When the government rolled out the first round of Paycheck Protection Program funding on April 3, the $349 billion in emergency relief ran out in less than two weeks, and the program was widely criticized, as much of the money went to the best-connected businesses with existing banking relationships—not the neediest or most deserving. Round two of the program went into effect on April 27 with additional $310 billion in funding, but a June 12 report from the Small Business Administration shows $130 billion has been left unclaimed.
Confusion over the program’s structure and strict eligibility requirements are a major part of the problem. “Up to 50% [of our customers] of PPP awardees have expressed concerns of eligibility for loan forgiveness, citing concerns for complexity and operating expense requirements,” says Jill Castilla, CEO of Citizens Bank of Edmond, which has partnered with billionaire entrepreneur Mark Cuban and Teslar Software to help address this complexity issue with PPP.bank, a website for borrowers applying for PPP forgiveness.
Other limitations, namely that the program does not cover enough of the fixed costs for business owners such as rent and insurance, as well as payroll for 1099 employees, are additional drawbacks. According to the Treasury Department’s guidelines, fixed costs (rent, technology, materials, bills) can be at most 25% of the loan, and loan proceeds must be used to cover payroll and most mortgage interest, rent and utility costs over the eight-week period after the loan is made. As a result, businesses that are the most in need of funding—those lacking robust FICO scores or located in distressed urban areas—have been the least likely to qualify.
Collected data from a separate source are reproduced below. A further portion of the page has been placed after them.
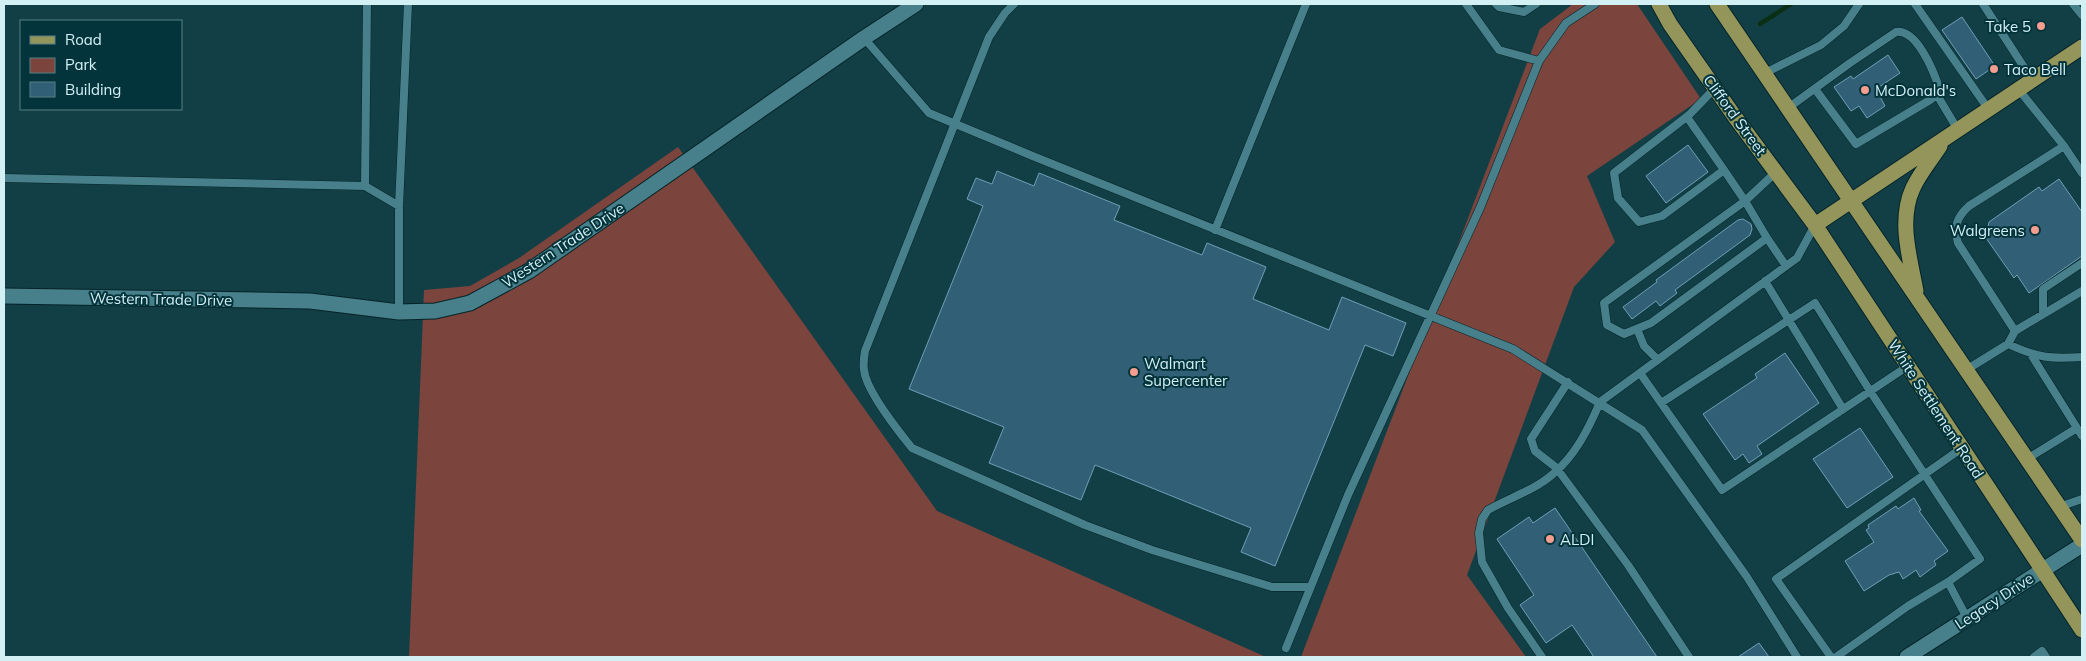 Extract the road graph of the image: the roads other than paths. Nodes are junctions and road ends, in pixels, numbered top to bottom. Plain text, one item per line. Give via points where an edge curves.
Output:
1 (367, 4) edge
2 (408, 4) edge
3 (916, 4) edge
4 (1014, 4) edge
5 (1306, 4) edge
6 (1466, 4) edge
7 (1496, 4) edge
8 (1536, 4) edge
9 (1595, 4) edge
10 (1659, 4) edge
11 (1718, 4) edge
12 (1858, 4) edge
13 (1916, 4) edge
14 (1983, 4) edge
15 (2073, 4) edge
16 (2082, 15) edge
17 (864, 38) junction
18 (2082, 47) edge
19 (1539, 61) junction
20 (1765, 74) junction
21 (2033, 81) junction
22 (1715, 88) junction
23 (1815, 89) junction
24 (2019, 90) junction
25 (1936, 95) junction
26 (1788, 108) junction
27 (1989, 110) junction
28 (1687, 117) junction
29 (956, 124) junction
30 (1952, 134) junction
31 (2064, 146) junction
32 (1724, 170) junction
33 (1776, 172) junction
34 (2082, 173) edge
35 (4, 178) edge
36 (365, 186) junction
37 (1745, 201) junction
38 (1851, 201) junction
39 (398, 206) junction
40 (1815, 225) junction
41 (1215, 230) junction
42 (1767, 238) junction
43 (2082, 263) edge
44 (1786, 266) junction
45 (1765, 282) junction
46 (2082, 291) edge
47 (4, 296) edge
48 (1917, 297) junction
49 (399, 312) junction
50 (2043, 314) junction
51 (1429, 316) junction
52 (1788, 319) junction
53 (1637, 329) junction
54 (2014, 331) junction
55 (2008, 344) junction
56 (2032, 356) junction
57 (2082, 358) edge
58 (1658, 360) junction
59 (1908, 366) junction
60 (1966, 370) junction
61 (1640, 373) junction
62 (1568, 382) junction
63 (1870, 391) junction
64 (1600, 402) junction
65 (1661, 403) junction
66 (1843, 409) junction
67 (2077, 428) junction
68 (2082, 436) edge
69 (1962, 448) junction
70 (2027, 459) junction
71 (1558, 469) junction
72 (1924, 475) junction
73 (2082, 499) edge
74 (2059, 507) junction
75 (2082, 540) edge
76 (2082, 545) edge
77 (2042, 570) junction
78 (1948, 582) junction
79 (1310, 587) junction
80 (1967, 618) junction
81 (2082, 630) edge
82 (1286, 648) dead end
83 (1542, 657) edge
84 (1689, 657) edge
85 (1797, 657) edge
86 (1832, 657) edge
87 (1836, 657) edge
88 (1907, 657) edge
89 (2034, 657) edge
90 (2046, 657) edge

1 - 36 lane
2 - 39 lane
3 - 17 street, Western Trade Drive
4 - 29 lane via 989,37
5 - 41 lane
6 - 19 lane via 1499,50
7 - 8 lane via 1524,12
9 - 19 lane via 1566,23
10 - 22 main road, Clifford Street
11 - 20 main road
12 - 20 lane via 1844,26 1821,45
13 - 27 lane
14 - 21 lane
15 - 16 lane
17 - 29 lane via 929,113
17 - 49 street, Western Trade Drive via 529,271 470,303 435,311
18 - 21 main road
19 - 51 lane via 1480,208
20 - 26 main road
21 - 24 main road
22 - 28 lane
22 - 33 main road, Clifford Street
23 - 25 lane via 1856,144
23 - 25 lane via 1901,31 1919,44 1940,88
23 - 26 lane
24 - 27 main road
24 - 31 lane
25 - 30 lane
26 - 38 main road
27 - 30 main road
28 - 32 lane
28 - 32 lane via 1614,173 1618,198 1638,222 1662,216
29 - 41 lane
29 - 79 lane via 865,350 864,372 869,385 896,428 912,448 1085,526 1272,587
30 - 38 main road
30 - 48 main road via 1919,176 1909,200 1906,236
31 - 34 lane
31 - 54 lane via 1970,206 1962,212 1956,224 1958,243
32 - 37 lane
33 - 37 lane
33 - 40 main road, Clifford Street
35 - 36 lane
36 - 39 lane
37 - 42 lane
37 - 53 lane via 1604,303 1607,325 1624,334
38 - 40 main road
38 - 48 main road
39 - 49 lane
40 - 44 lane via 1797,258
40 - 59 main road, White Settlement Road
41 - 51 lane
42 - 44 lane
42 - 53 lane via 1651,323
43 - 50 lane via 2042,289
44 - 45 lane
45 - 52 lane
45 - 58 lane
46 - 50 lane
47 - 49 street, Western Trade Drive via 310,300
48 - 60 main road
50 - 54 lane
51 - 62 lane via 1514,349
51 - 79 lane
52 - 63 lane via 1815,303
52 - 65 lane
52 - 66 lane
53 - 58 lane via 1644,346
54 - 55 lane
55 - 56 lane
55 - 60 lane
56 - 57 lane
56 - 67 lane
58 - 61 lane
59 - 63 lane
59 - 69 main road, White Settlement Road
60 - 70 main road
61 - 64 lane
61 - 65 lane
62 - 64 lane
62 - 71 lane via 1531,440 1534,450
63 - 66 lane
63 - 72 lane
64 - 71 lane via 1591,423
64 - 85 lane via 1642,430 1747,577
65 - 66 lane via 1722,490
67 - 68 lane
67 - 70 lane
69 - 72 lane
69 - 77 main road, White Settlement Road
70 - 74 main road
71 - 83 lane via 1546,479 1488,510 1479,533 1482,562 1508,608
71 - 84 lane via 1628,565
72 - 78 lane via 1980,558
72 - 86 lane via 1776,579
73 - 74 lane
74 - 75 main road
76 - 77 street, Legacy Drive
77 - 80 street, Legacy Drive
77 - 81 main road, White Settlement Road
78 - 80 lane
78 - 87 lane
79 - 82 lane
80 - 88 street, Legacy Drive
89 - 90 lane via 2042,652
“This challenge of access to capital is one that is paramount,” says Trevor Nelson, program manager of entrepreneurship at Quicken Loans Detroit Demo Day, which is an annual pitch competition that invests over $1 million in Detroit-based, early-stage companies.
To address the problem, six young founders gathered virtually during the Forbes Under 30 Detroit Hackathon: Accelerating Change, in partnership with Rocket Mortgage by Quicken Loans and Major League Hacking. The team proposed a two-pronged solution dubbed the Fixed Cost Protection Program to approach this complex problem. The first step begins with identifying businesses in need by partnering with commercial landlords to identify those likely to default. Then, through the little-known Express Bridge Loan Pilot Program offered by the Small Business Administration, a $25,000 loan with a 50% SBA guarantee and low eligibility requirements, such as FICO score or collateral, will be offered to those businesses. This cash lifeline can be used to offset and amortize the fixed costs not covered by other programs.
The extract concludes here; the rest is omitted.